Three megabytes doesn't seem like much. However, when you consider that about 200 thousand Carbon programs are currently installed daily, this causes over 200 terabytes of unnecessary network traffic per year. Therefore, in this case it makes sense to outsource the language files so that they are only downloaded when needed. Incidentally, the famous fzaninotto/Faker package was made from similar considerations and was not further developed by the original developer.

There may always be situations where the use of carbon is necessary for a particular task. However, whenever possible, you should try to do without it. For example, PHP's own date functions are often quite adequate and much faster, but perhaps not as convenient to use.

Perhaps there is a more compact alternative to the package? For example, Guzzle is also a very commonly used package.

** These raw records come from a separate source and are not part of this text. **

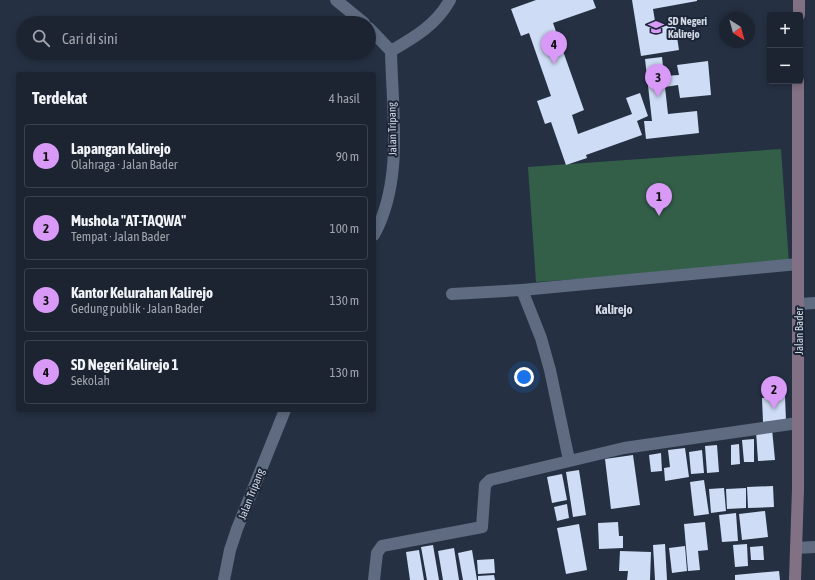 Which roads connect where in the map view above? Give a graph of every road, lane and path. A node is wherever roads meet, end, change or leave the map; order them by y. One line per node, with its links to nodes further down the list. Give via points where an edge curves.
1 (336, 0): 5 (street)
2 (450, 0): 7 (street, via 429,27)
3 (799, 0): 4 (main road)
4 (799, 12)
5 (355, 16)
6 (376, 35): 7 (street)
7 (391, 51): 9 (street, Jalan Tripang, via 394,138 391,185)
8 (798, 84): 10 (main road, Jalan Bader)
9 (376, 230)
10 (798, 264): 11 (street); 14 (main road, Jalan Bader)
11 (522, 290): 12 (street); 17 (street, via 541,338 550,370)
12 (452, 294)
13 (815, 303): 14 (street)
14 (799, 304): 16 (main road, Jalan Bader)
15 (284, 412): 20 (street, Jalan Tripang, via 237,529)
16 (798, 423): 17 (street, via 624,448); 19 (main road, Jalan Bader)
17 (569, 460): 21 (street, via 488,481 483,525 479,528 382,546 377,553)
18 (815, 547): 19 (street)
19 (796, 548): 22 (main road, Jalan Bader)
20 (224, 580)
21 (374, 580)
22 (795, 580)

In comparison, Nyholm/PSR7, for example, has much less code and provides faster performance with a similar feature set.

So what is the first thing to do?

It's impossible to list all the ways to improve application performance in this article, but I'd still like to give you some food for thought:

• Lean APIs: send only the most necessary data in response. GraphQL APIs naturally have an advantage here by virtue of their principle, but you can also save data in RESTful APIs by providing additional endpoints for special cases where more data is needed. You can also give clients the ability to decide for themselves what data should be included in the response by using special query parameters. For example, a call to GET /user?fields=id,last_name,first_name would instruct the user endpoint to provide only the id, last_name, and first_name fields. This should of course be implemented on the server side.
• Compression: gzip-compression for websites or APIs saves bandwidth and thus improves performance. Sounds trivial, but it is often forgotten.
• Process assembly: Don't forget to use caching for CI/CD pipelines, especially for Composer. This saves a lot of valuable compute time.
• Docker: containers often carry around unnecessary data. Containers based on lean Alpine Linux are several times smaller, and thus build faster.
• Composer: Remove unnecessary composer packages that are otherwise installed over and over again each time you build or update composer. Tools such as composer-unused can help with this.

Why all of this is necessary?

Unfortunately, the topic of performance is often treated as an afterthought. However, the impact of performance on costs, customer satisfaction, and business profits cannot be underestimated. Early performance monitoring can prevent the worst consequences. But once the code hits the prolongs, refactoring becomes not so easy. The worst part is probably explaining to a product manager why it takes another sprint to make already completed, tested and approved functionality usable under load.

In my career, I've encountered countless examples where even small improvements quickly resulted in more than ten times faster code.

Especially in the cloud, these performance issues can become costly as well. With autoscaling, i.e. automatically adapting the provided resources to the current load, these bottlenecks are quickly compensated for by increased processing power and at first go unnoticed, at least until someone takes a closer look at the computation. Thus, with good performance, the software can be financially beneficial as well.

In conclusion

Performance optimization is a complex process that requires a deep understanding of both the specific application and the general principles of programming and systems. However, the results of this process can be quite impressive. Less resource usage, faster task execution, improved user experience - all this lies within the reach of those who are ready to spend time and effort on optimizing their code.